YOUR GOAL
Retype every entry word for word. Omit the pictures.

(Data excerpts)
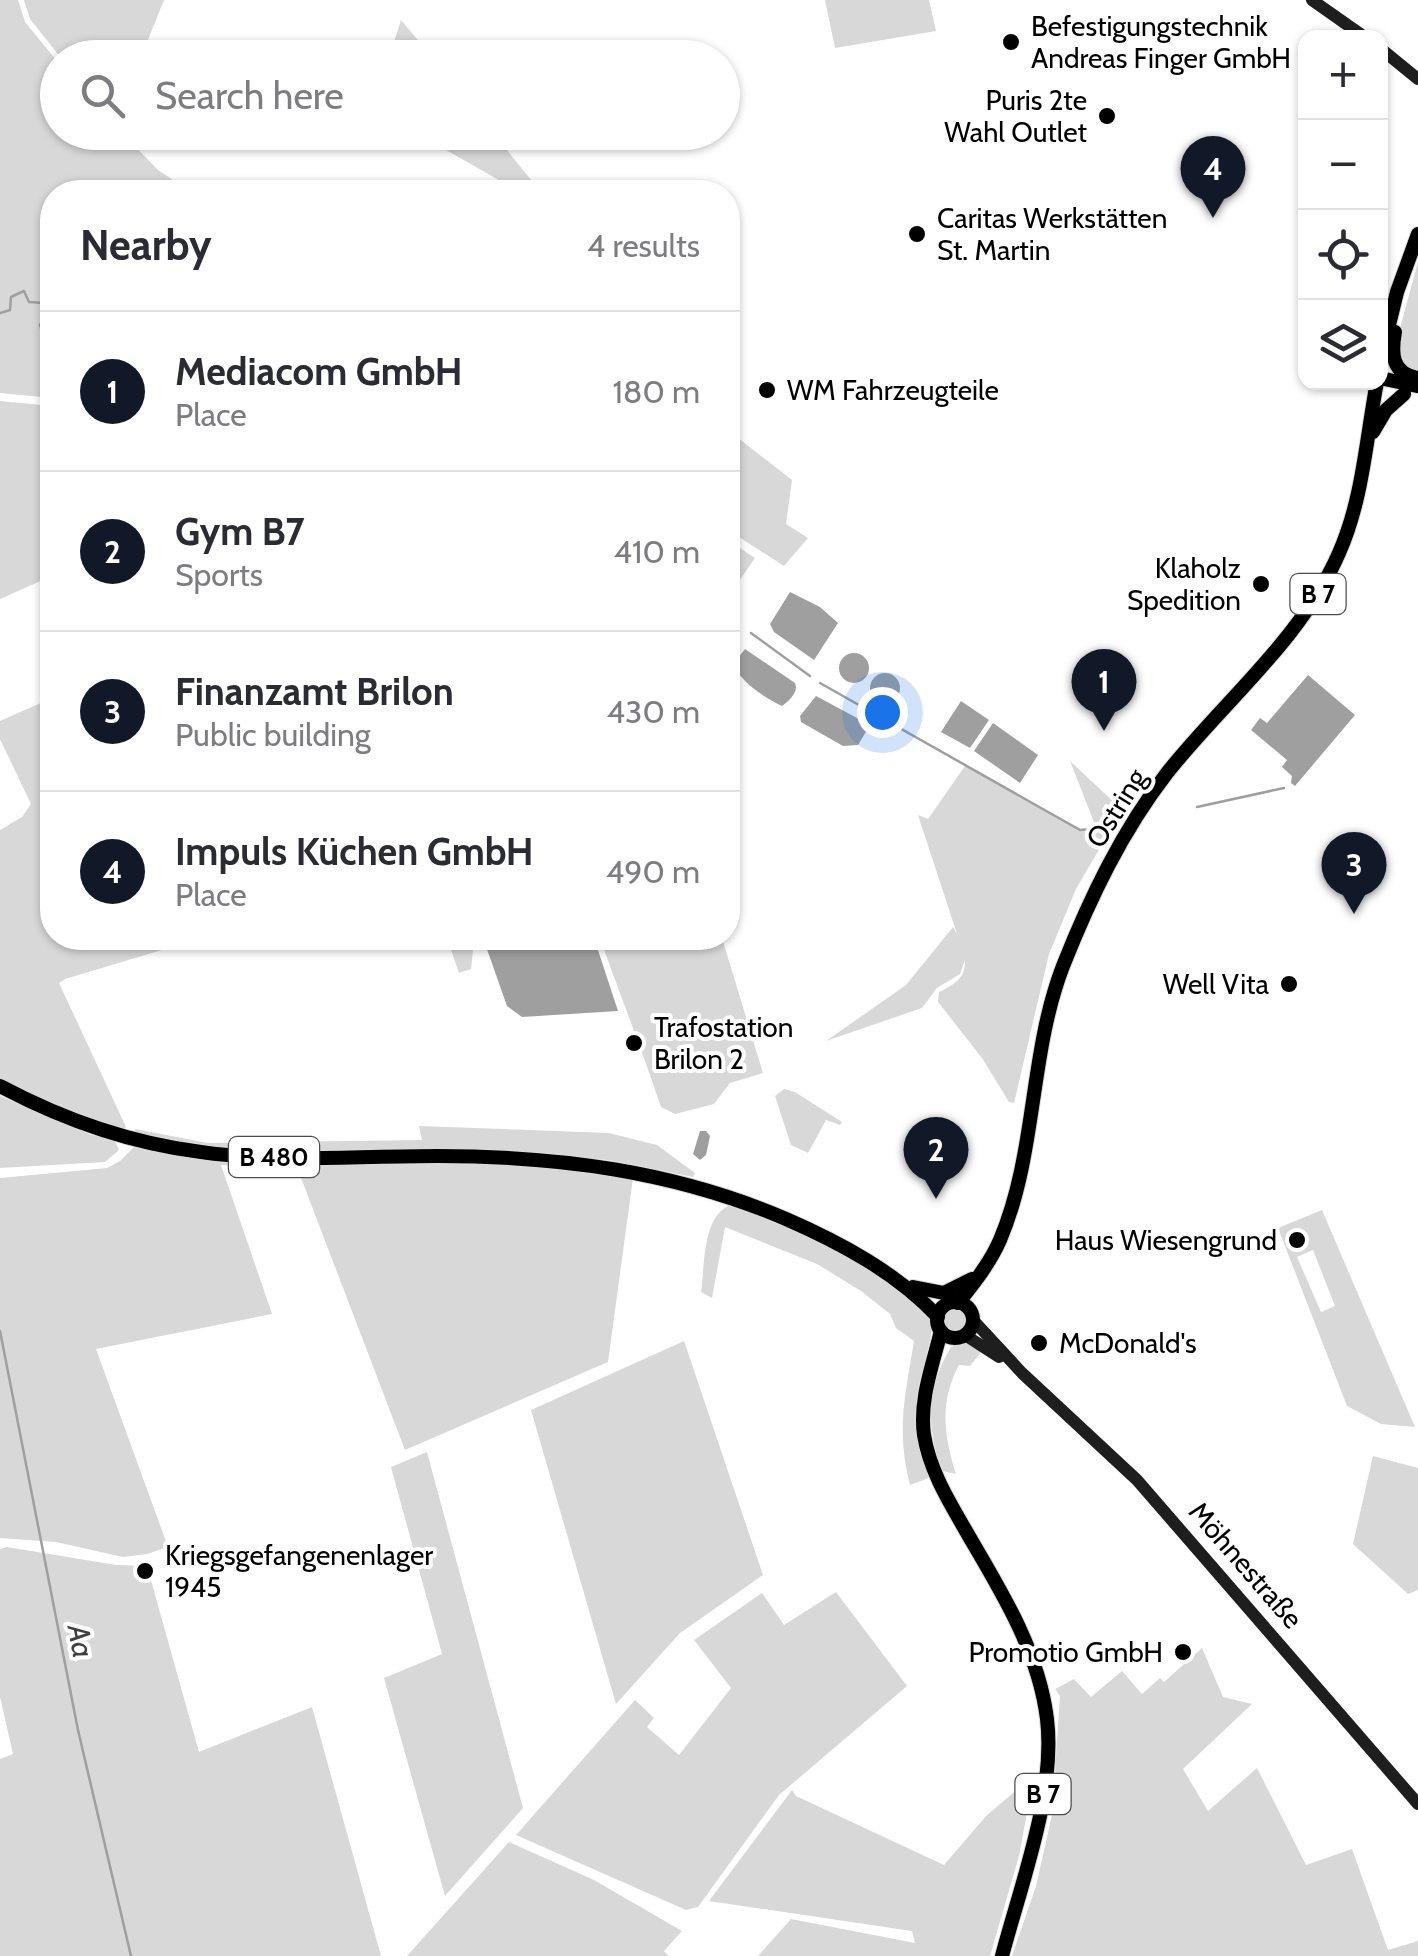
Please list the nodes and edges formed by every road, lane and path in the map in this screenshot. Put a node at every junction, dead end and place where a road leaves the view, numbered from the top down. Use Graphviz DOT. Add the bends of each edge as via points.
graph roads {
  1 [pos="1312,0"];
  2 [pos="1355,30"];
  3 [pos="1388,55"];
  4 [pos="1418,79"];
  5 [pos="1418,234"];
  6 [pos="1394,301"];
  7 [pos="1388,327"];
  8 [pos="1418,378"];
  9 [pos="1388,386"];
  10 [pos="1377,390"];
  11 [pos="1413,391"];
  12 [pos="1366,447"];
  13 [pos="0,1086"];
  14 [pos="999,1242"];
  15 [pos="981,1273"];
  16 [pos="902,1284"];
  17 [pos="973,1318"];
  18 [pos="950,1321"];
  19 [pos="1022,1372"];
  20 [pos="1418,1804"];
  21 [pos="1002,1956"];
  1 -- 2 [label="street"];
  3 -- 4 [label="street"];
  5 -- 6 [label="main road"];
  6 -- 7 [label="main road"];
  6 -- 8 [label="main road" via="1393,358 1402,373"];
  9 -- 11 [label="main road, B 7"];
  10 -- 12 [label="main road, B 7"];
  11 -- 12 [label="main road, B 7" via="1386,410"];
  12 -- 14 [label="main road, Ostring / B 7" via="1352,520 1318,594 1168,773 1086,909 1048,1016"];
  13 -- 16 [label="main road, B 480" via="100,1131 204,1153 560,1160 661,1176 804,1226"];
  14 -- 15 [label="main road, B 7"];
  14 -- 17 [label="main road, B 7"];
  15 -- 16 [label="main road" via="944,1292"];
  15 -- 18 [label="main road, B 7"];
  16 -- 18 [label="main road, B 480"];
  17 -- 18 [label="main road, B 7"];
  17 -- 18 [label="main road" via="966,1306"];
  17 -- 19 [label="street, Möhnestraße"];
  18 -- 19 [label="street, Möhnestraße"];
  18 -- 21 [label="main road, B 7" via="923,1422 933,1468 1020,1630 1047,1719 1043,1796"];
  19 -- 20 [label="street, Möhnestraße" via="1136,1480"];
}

REPLY
Please list the nodes and edges formed by every road, lane and path in the map in this screenshot. Put a node at every junction, dead end and place where a road leaves the view, numbered from the top down. Use Graphviz DOT. Add the bends of each edge as via points.
graph roads {
  1 [pos="1312,0"];
  2 [pos="1355,30"];
  3 [pos="1388,55"];
  4 [pos="1418,79"];
  5 [pos="1418,234"];
  6 [pos="1394,301"];
  7 [pos="1388,327"];
  8 [pos="1418,378"];
  9 [pos="1388,386"];
  10 [pos="1377,390"];
  11 [pos="1413,391"];
  12 [pos="1366,447"];
  13 [pos="0,1086"];
  14 [pos="999,1242"];
  15 [pos="981,1273"];
  16 [pos="902,1284"];
  17 [pos="973,1318"];
  18 [pos="950,1321"];
  19 [pos="1022,1372"];
  20 [pos="1418,1804"];
  21 [pos="1002,1956"];
  1 -- 2 [label="street"];
  3 -- 4 [label="street"];
  5 -- 6 [label="main road"];
  6 -- 7 [label="main road"];
  6 -- 8 [label="main road" via="1393,358 1402,373"];
  9 -- 11 [label="main road, B 7"];
  10 -- 12 [label="main road, B 7"];
  11 -- 12 [label="main road, B 7" via="1386,410"];
  12 -- 14 [label="main road, Ostring / B 7" via="1352,520 1318,594 1168,773 1086,909 1048,1016"];
  13 -- 16 [label="main road, B 480" via="100,1131 204,1153 560,1160 661,1176 804,1226"];
  14 -- 15 [label="main road, B 7"];
  14 -- 17 [label="main road, B 7"];
  15 -- 16 [label="main road" via="944,1292"];
  15 -- 18 [label="main road, B 7"];
  16 -- 18 [label="main road, B 480"];
  17 -- 18 [label="main road, B 7"];
  17 -- 18 [label="main road" via="966,1306"];
  17 -- 19 [label="street, Möhnestraße"];
  18 -- 19 [label="street, Möhnestraße"];
  18 -- 21 [label="main road, B 7" via="923,1422 933,1468 1020,1630 1047,1719 1043,1796"];
  19 -- 20 [label="street, Möhnestraße" via="1136,1480"];
}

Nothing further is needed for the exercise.